王摸着下巴,寻思该说点什么作为开场,宛如月光般的神先一步说话了。
“具体情况,”神言简意赅,赅完似乎是想到什么,瞥了眼对面的人,改口:“算了,我自己去看。”
神显然是位说一不二、说干就干的神,抬脚就走,顺道抄走了王手中的剑。
那是一柄极漂亮的剑,光从剑身掠过,像是浮过了一泓水色。
王的身形随之一转:“喂,这不是给你的祭品。”
神的回应甚是简短:“哦。”
哦?哦什么哦,你出门自己不带武器吗?
这话他没说出口,但拔腿就追,气势汹汹。
老祭司终于爬上祭坛,爆发出完全不符合他年纪的速度,快准稳抓住王的衣袖,温声劝导:“王上,我的好王上诶,快对神明殿下说谢谢,快说谢谢殿下!”
*
脾气不好,没礼貌,话少。这是王对神的第一印象。
第二印象是懒。
分明拿了他的剑,却一点剑者的事都不干,只用来指使他做这做那。
你这是冬天的月光吧?
寒冬腊月里照在雪山上的光。
王没好气地想着,但身体十分顺从地走向了神指出的下一个方位。
他们在布阵。
西陵的丧葬习俗是水葬。用船只将逝者送至水面,再投以火把引燃。燃烧的船乘着风浪走远,但船上人的魂魄永不灭。他们会回到这片生养他们的水中,日夜不休、温润无声地哺育后人。
西陵的王城为汜水所环。正是水中的先灵们护佑住了这座城,他们的力量结成一道天然屏障,无数次将虚怪阻拦。
但先祖的庇佑总有尽时,近些日子,便已经出现了虚怪渡过汜水的情况。
神布下的阵法并非为了补这些地方的缺,甚至不是为了防御和反击。所有的阵法都是主动攻击性质——凡阵法范围内,哪怕是一片柔软的花瓣,都化作利箭,刷拉拉射向河的对岸。

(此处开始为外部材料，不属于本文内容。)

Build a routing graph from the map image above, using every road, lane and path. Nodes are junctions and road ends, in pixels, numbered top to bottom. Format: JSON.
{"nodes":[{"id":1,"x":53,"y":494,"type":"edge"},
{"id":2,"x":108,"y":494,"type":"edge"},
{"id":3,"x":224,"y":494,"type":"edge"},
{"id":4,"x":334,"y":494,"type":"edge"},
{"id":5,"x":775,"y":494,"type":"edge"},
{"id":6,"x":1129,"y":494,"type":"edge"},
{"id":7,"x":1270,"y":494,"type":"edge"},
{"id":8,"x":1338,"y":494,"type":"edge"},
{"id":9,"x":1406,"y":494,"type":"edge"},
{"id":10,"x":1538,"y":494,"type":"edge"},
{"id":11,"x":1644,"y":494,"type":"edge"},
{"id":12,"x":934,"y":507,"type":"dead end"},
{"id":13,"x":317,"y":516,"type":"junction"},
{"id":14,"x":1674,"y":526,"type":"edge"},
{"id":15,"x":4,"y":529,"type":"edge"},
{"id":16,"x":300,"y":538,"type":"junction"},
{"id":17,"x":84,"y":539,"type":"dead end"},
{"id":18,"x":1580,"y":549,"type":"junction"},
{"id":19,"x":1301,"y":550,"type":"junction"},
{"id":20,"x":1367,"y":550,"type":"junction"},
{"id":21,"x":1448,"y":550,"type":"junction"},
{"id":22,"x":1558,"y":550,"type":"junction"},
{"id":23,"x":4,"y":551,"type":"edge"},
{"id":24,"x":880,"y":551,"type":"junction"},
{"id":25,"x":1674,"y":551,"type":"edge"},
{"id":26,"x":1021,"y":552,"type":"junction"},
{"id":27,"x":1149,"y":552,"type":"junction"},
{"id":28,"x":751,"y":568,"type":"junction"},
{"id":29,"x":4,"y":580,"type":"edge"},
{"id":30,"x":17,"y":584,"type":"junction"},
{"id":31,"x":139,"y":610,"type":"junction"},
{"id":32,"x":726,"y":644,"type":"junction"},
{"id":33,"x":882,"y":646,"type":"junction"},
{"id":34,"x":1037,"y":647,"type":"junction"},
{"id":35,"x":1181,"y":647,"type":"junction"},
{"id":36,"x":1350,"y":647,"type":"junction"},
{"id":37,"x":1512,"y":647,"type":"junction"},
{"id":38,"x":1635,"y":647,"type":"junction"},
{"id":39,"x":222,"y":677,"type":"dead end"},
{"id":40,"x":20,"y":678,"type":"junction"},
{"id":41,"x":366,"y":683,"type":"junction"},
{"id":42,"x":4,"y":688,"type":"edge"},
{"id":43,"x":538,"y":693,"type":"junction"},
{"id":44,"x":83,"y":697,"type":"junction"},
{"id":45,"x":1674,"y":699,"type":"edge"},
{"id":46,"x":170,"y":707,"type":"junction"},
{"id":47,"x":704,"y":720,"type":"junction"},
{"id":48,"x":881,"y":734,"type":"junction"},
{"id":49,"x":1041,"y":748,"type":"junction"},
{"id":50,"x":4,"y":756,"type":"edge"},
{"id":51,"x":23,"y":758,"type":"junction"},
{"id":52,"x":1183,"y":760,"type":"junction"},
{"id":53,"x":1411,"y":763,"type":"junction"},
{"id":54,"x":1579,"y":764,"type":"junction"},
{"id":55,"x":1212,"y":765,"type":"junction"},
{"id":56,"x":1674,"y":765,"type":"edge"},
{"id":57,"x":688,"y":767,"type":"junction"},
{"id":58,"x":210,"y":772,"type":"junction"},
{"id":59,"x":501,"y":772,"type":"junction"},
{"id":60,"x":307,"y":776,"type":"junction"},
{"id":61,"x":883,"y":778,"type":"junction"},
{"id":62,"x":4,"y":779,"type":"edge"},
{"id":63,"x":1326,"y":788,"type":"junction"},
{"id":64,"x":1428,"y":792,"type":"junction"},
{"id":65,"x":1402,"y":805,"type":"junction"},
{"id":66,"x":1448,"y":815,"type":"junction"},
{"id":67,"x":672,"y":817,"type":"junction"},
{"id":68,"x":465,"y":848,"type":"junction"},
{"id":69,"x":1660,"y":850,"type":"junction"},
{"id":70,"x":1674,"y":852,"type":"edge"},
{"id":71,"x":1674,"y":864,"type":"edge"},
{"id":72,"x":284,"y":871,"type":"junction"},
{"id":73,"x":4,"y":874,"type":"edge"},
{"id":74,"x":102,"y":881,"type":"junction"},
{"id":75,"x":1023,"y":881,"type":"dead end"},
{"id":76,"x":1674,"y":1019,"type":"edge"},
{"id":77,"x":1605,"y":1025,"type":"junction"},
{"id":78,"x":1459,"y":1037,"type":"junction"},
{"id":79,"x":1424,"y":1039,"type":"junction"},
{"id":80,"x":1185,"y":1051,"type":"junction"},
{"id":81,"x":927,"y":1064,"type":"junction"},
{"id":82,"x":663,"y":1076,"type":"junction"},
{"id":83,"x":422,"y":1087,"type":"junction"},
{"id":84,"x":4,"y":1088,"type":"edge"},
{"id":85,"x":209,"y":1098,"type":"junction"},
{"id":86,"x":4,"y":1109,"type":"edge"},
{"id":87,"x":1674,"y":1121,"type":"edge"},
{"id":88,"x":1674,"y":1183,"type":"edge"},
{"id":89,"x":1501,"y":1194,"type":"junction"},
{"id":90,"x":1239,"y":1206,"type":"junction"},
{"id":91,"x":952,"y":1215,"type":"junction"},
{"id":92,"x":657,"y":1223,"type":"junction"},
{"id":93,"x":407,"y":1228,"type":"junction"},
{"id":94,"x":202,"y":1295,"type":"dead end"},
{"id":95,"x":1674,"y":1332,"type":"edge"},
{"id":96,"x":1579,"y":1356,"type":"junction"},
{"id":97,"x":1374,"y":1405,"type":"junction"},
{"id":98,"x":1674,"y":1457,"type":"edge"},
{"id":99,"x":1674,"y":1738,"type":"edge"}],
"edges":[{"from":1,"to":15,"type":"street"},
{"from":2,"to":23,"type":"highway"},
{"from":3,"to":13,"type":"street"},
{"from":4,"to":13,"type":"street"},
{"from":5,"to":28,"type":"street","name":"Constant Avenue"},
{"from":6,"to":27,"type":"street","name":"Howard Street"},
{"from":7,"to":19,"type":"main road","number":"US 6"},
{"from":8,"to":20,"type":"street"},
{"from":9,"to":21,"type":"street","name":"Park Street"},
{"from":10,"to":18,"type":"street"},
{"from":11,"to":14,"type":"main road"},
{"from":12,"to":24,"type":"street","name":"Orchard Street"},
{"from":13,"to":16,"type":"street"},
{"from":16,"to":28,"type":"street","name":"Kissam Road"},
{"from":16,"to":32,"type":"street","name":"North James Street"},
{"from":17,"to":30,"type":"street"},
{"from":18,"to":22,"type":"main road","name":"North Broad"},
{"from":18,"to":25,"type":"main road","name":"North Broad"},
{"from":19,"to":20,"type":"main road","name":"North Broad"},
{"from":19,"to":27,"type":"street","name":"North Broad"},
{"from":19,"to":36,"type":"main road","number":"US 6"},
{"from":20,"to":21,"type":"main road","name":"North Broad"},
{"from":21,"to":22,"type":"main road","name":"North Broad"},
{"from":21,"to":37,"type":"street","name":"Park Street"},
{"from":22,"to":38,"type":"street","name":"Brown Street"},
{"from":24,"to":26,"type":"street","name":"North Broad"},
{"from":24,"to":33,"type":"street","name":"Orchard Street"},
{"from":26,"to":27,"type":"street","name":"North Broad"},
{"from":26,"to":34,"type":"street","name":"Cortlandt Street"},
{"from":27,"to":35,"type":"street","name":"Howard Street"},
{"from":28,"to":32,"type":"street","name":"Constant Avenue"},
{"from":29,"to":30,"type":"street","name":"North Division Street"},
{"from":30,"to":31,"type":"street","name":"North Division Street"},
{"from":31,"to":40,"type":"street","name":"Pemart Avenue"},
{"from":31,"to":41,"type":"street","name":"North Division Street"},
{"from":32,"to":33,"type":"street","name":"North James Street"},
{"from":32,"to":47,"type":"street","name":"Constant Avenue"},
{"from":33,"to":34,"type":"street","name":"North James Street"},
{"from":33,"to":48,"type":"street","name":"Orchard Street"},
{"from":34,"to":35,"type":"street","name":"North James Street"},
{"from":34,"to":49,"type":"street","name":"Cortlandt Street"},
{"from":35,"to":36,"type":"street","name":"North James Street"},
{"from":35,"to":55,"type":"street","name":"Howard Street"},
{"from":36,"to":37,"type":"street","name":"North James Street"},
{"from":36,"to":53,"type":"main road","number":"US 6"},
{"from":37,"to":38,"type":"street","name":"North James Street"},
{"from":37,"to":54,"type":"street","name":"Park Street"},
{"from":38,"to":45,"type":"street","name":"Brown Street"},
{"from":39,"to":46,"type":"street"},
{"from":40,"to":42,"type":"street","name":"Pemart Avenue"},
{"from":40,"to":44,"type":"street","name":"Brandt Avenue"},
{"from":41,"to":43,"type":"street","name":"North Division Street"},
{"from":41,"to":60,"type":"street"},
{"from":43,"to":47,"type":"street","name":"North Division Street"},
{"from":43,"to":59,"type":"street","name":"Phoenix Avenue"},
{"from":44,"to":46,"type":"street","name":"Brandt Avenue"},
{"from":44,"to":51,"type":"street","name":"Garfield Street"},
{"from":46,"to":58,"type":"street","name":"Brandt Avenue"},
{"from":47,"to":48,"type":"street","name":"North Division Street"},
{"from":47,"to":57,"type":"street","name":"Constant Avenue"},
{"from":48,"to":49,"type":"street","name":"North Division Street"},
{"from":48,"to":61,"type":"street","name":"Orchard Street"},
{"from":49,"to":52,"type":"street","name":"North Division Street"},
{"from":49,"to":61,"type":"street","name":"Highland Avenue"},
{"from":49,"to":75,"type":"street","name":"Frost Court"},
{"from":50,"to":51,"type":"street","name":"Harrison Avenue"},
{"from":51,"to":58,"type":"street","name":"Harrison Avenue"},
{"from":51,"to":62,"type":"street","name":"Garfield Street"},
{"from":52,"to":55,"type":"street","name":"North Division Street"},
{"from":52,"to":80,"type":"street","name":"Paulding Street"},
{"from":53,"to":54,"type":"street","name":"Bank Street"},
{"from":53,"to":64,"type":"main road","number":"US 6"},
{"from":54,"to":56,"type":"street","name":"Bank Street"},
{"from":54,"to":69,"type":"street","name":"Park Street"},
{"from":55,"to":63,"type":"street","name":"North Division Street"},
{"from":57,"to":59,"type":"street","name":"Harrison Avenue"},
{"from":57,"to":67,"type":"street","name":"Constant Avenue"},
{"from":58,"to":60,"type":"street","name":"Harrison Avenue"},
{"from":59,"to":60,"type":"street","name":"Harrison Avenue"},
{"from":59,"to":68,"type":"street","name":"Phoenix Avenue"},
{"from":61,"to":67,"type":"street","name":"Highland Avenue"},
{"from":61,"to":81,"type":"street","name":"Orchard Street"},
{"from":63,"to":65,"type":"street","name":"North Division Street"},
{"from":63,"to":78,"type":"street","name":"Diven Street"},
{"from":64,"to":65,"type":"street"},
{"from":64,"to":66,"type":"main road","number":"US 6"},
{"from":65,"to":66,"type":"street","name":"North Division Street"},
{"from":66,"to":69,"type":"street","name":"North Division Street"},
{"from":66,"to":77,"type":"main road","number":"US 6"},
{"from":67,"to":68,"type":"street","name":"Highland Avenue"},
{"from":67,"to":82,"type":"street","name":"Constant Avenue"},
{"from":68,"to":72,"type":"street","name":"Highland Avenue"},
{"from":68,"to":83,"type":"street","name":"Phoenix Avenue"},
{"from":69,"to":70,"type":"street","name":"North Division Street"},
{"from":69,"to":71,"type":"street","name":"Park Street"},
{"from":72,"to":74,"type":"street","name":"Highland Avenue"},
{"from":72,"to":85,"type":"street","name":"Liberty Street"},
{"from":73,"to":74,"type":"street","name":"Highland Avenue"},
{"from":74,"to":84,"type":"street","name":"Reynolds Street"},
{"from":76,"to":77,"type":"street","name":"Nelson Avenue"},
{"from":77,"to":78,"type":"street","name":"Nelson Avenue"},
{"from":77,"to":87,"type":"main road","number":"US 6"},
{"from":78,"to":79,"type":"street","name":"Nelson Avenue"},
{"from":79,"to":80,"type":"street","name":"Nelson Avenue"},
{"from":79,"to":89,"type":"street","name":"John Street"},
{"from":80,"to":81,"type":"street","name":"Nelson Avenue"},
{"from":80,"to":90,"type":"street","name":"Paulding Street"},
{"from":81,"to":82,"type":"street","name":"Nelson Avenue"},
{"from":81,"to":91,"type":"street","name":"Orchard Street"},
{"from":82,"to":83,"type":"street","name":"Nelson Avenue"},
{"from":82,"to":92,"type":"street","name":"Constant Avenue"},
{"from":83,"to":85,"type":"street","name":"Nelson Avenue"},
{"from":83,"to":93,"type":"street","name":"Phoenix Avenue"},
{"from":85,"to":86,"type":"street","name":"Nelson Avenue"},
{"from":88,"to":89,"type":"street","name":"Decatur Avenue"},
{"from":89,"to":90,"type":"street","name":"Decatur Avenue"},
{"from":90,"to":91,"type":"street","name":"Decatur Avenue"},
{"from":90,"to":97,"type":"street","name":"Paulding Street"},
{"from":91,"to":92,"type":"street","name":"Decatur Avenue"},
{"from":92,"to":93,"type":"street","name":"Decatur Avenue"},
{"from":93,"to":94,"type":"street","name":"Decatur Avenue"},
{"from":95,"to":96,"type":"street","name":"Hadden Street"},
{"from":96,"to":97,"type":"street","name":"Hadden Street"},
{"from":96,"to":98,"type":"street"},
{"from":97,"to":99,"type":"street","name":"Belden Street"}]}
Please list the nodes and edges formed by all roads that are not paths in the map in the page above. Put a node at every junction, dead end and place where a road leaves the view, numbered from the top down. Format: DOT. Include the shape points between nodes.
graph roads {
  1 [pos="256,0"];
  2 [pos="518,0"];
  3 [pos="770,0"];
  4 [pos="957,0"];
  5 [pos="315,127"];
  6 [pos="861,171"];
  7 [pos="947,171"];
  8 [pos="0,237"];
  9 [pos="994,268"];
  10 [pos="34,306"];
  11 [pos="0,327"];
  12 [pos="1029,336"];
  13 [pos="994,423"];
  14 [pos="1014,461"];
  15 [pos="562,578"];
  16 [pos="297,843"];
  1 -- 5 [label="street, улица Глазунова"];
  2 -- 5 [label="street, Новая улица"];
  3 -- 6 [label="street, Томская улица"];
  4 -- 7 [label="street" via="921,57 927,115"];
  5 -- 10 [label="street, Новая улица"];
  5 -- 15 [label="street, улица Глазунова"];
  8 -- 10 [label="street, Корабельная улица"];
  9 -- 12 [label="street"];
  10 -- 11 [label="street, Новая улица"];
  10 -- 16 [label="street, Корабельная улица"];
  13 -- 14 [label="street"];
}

对岸怪物的痛叫不断,随行在神与王之后的队伍越来越大,欢呼声震天。
“以前没出现过这样的怪物,因为它没有实体,我们就给取了个名字,叫虚怪。”
王将自己的剑鞘搭在肩膀,另一只手摸着下巴,目不转睛盯着神的背影,若有所思,“你是怎么布置出这般厉害的阵的?因为神的力量就是比人强大么?”
神往回看了一眼。
这一眼很淡,面上亦无表情,但王总觉得这是看傻子的眼神。
他把剑鞘换到另一侧,扯起唇角就要冷笑,神看着他说:“一切阵法都是借力打力。今日壁宿当值,为家园屏障之吉兆,又处夏秋之交,金风带余火,暗含相克,故以此起原局。你西陵王城四面环水,位于国之东北,水中带木……”
“等等……停!”王艰难抬手,头昏脑涨,浑身虚弱。
神不由又看了他一眼:“算了,你不用明白。”
话里似乎还带着点儿叹。
王确认了那就是看傻子的眼神。
虽然听不懂的原因大概也许当真在他,但他还是想冷笑。
但这一次也还是没能冷笑得出来——老祭司带着一群年轻祭司围住了神,每张脸都求知若渴,恳请神明殿下为他们详说。
神便为众人详说。
还不仅仅是说,更引导他们亲手布成阵法,对虚怪发起反攻。
王抱着剑鞘在一旁看着,忽然间,也很想同他说说话。
他便等在人群之外,却是不曾料到,这一等竟是半月。
依凭星辰而起的阵法,每当星辰变换时,就得做一次调整,来自上方境的神明殿下很忙。
半月以来,殿下走到哪里都被簇拥着,老祭司和他的徒弟们除了打下手,完成交代的任务,还捧着书典请教个不停,像一群小鸟叽叽喳喳绕着大鸟飞。
不过成果是喜人的。
被压着痛揍了太多次,虚怪不敢再尝试渡河了。
于是,当这封喜人的战报传遍全城,王于大殿之上面带笑容嘉奖众人,然后面无表情遣退了他们。
大殿上唯余他和神。
神依旧是从祭台走向人间时的那身白衣,不过在斜长的夕影下,染上了灿烂的色泽。
月光似乎不再流连高冷的雪山,漫洒向了江河原野热烈的红与火。
王不由笑起来,斟了一杯酒,踏着慢悠悠的步子走到神的面前。
他将酒献与神,后者只是垂眼一瞥,没搭理。
王便收回手,自己喝了一口。
“殿下,你对我说了两次‘算了’。”王说着,语速也慢悠悠。
神明殿下闻言一挑眉梢。他还是没出声搭理,但王读懂了这个表情,赫然在问:你居然在意这个?